# DIRECTIONS:
Would you return the records below character for character, without any images?

# DATA SECTION:

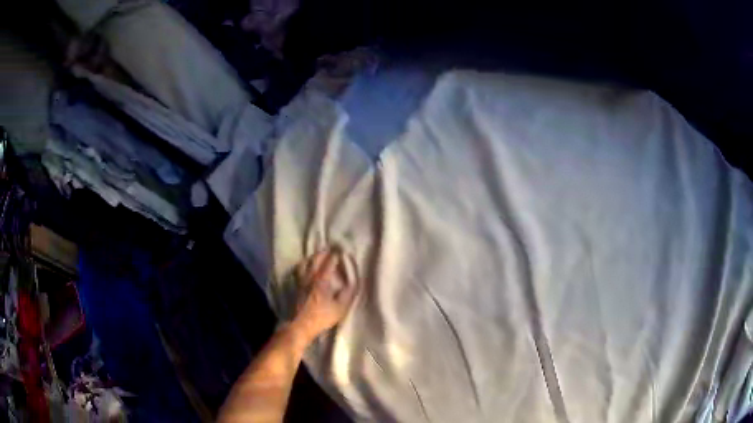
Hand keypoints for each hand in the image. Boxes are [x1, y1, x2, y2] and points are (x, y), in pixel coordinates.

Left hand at [291, 249, 357, 341]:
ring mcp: (300, 280)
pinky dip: (303, 266)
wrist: (299, 325)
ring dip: (312, 257)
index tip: (342, 250)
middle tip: (331, 250)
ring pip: (304, 262)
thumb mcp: (340, 307)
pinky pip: (298, 270)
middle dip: (325, 252)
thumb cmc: (321, 317)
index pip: (330, 260)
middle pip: (316, 258)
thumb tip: (352, 280)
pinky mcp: (294, 286)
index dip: (337, 254)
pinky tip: (305, 269)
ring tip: (318, 257)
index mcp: (322, 279)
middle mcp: (310, 276)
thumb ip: (348, 292)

# RESPONSE TO THIS TASK:
Hand keypoints for each hand in the image. Boxes are [x1, y1, x2, y2] and points are (x, y), in pixel coordinates.

Left hand at [291, 249, 357, 341]:
ring mcp: (300, 280)
pinky dip: (303, 266)
wrist: (299, 325)
ring dip: (312, 257)
index tip: (342, 250)
middle tip: (331, 250)
ring pip: (304, 262)
thumb mcp: (340, 307)
pinky pip: (298, 270)
middle dip: (325, 252)
thumb cmc: (321, 317)
index pip: (330, 260)
middle pip: (316, 258)
thumb tip: (352, 280)
pinky mcp: (294, 286)
index dip: (337, 254)
pinky tip: (305, 269)
ring tip: (318, 257)
index mcp: (322, 279)
middle mcp: (310, 276)
thumb ip: (348, 292)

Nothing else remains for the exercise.